Further, others have spoken out against this proposal, including, of course, David Couch, the attorney who led the petition drive for the minimum-wage measure. He finds Ballinger’s legislation to be “horrible” and does not think it will be passed by the two-thirds vote required by the Arkansas Constitution. “Surely there are nine or ten Republicans out there who would vote against this,” as this exemption would also apply to many hospitals and nursing homes that operate as nonprofits. At this point, it is unclear what percentage of Arkansas’ workforce this legislation will cover, though Couch estimated that it would affect more than half of all employers.

In the House of Representatives, Robin Lundstrum (R) – because of apprehension similar to Ballinger’s – followed suit and filed two bills with similar minimum wage exemptions. One would exempt businesses with fewer than twenty-five employees and non-profits with a budget of less than one million dollars from paying the state minimum wage. An exemption through this legislation would also be created for private non-profit developmental service providers whose operations are primarily funded by state or federal reimbursement, or both, on a fee-for-service schedule. The other proposes minimum wage exemptions for high school and college students from ages sixteen to nineteen, or those under twenty-one years old.


While at a luncheon on March 13, Arkansas Governor Asa Hutchinson was asked about the two House bills. In an Arkansas Online article, he is quoted to have said: “I am very sympathetic to those needs and that’s really one of the reasons that I did not support the initiative to raise that minimum wage because of what this means to teenage employment, what does this mean to small business and nonprofits. But having said the concern about it, this is an act of the will of the people of Arkansas, and I do not believe it should be changed by a legislative act.”

The Republican Party of Arkansas released a statement shortly after Hutchinson’s message, saying the minimum wage initiated act – and other citizen-approved measures – should be amended “only when circumstances so demand [but] until then, we should follow the direction of the people and not attempt to alter it.”

Lundstrum plans to continue moving forward with these legislations despite opposition from the governor and her party.


But here comes the real question: will Hendrix College students be affected by any of these proposals?
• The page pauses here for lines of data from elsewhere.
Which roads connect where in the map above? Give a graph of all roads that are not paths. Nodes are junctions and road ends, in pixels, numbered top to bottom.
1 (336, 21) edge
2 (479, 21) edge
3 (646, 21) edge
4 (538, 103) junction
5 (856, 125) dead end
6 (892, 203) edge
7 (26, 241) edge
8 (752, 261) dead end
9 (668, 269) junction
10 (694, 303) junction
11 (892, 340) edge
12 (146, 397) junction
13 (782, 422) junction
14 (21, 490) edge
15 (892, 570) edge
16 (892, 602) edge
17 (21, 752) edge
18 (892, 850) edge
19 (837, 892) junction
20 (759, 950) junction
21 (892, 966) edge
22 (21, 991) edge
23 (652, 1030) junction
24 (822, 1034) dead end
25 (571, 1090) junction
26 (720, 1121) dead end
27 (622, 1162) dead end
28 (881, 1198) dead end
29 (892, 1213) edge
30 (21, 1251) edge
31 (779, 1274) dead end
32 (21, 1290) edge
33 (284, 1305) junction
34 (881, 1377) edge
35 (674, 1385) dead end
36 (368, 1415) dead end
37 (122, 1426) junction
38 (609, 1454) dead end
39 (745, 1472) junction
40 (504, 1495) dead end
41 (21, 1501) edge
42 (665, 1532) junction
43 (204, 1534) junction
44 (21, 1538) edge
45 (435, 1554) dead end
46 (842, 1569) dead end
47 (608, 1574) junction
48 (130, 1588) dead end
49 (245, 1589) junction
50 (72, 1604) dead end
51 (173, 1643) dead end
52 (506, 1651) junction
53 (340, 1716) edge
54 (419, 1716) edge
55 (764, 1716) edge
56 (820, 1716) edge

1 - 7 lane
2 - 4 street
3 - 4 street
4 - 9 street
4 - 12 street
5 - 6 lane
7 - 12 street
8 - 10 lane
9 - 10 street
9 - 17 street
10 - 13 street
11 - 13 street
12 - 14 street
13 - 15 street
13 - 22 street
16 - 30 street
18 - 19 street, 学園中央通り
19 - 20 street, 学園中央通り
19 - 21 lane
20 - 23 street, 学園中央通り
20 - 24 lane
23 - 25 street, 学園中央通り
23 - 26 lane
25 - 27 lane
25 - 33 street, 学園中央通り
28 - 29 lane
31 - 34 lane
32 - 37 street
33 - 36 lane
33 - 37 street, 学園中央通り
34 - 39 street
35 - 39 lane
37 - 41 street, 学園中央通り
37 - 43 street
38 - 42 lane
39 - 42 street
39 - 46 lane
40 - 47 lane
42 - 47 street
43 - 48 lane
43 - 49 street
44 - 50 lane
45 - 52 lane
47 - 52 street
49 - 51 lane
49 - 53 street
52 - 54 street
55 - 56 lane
According to the Administrative Regulations within the Arkansas Department of Labor, “the Act does not apply to students performing services for any school, college, or university in which they are enrolled and are regularly attended class (Ark. Code Ann. § 11-4-203(3)(B)). In other words, luckily (or perhaps, unluckily), Hendrix student workers will not be impacted by any changes made in the Minimum Wage Act. In the past, though – pursuant to an email from the Vice President of Human Resources – Hendrix has been “generous” by increasing student worker pay rates with the previous minimum wage increases and continues to pay students above the legally required minimum. However, “after careful consideration of the cost and impact of continuing to increase student worker pay rate,” they’ve decided not to be as ‘generous’ the second time around.

But, nevertheless, students who don’t qualify for federal work study or simply don’t want to work at the college, but clearly still need a source of income, will most likely experience these consequences. “If you’re a teenager living in Conway… you could choose to work at [a local company like] Blue Sail because you support their mission… or because you like their coffee,” says Max Parker ’21, “but you could also go to Chick-fil-a, or Starbucks, and be guaranteed $9.25 an hour. It may not be the same kind of work… but it would definitely hurt small businesses because it forces them [students] to make a decision that may not be what they want.”

Update: The legislation proposed by Lundstrum was rejected by a 42-34 vote in the House of Representatives on Monday, April 1.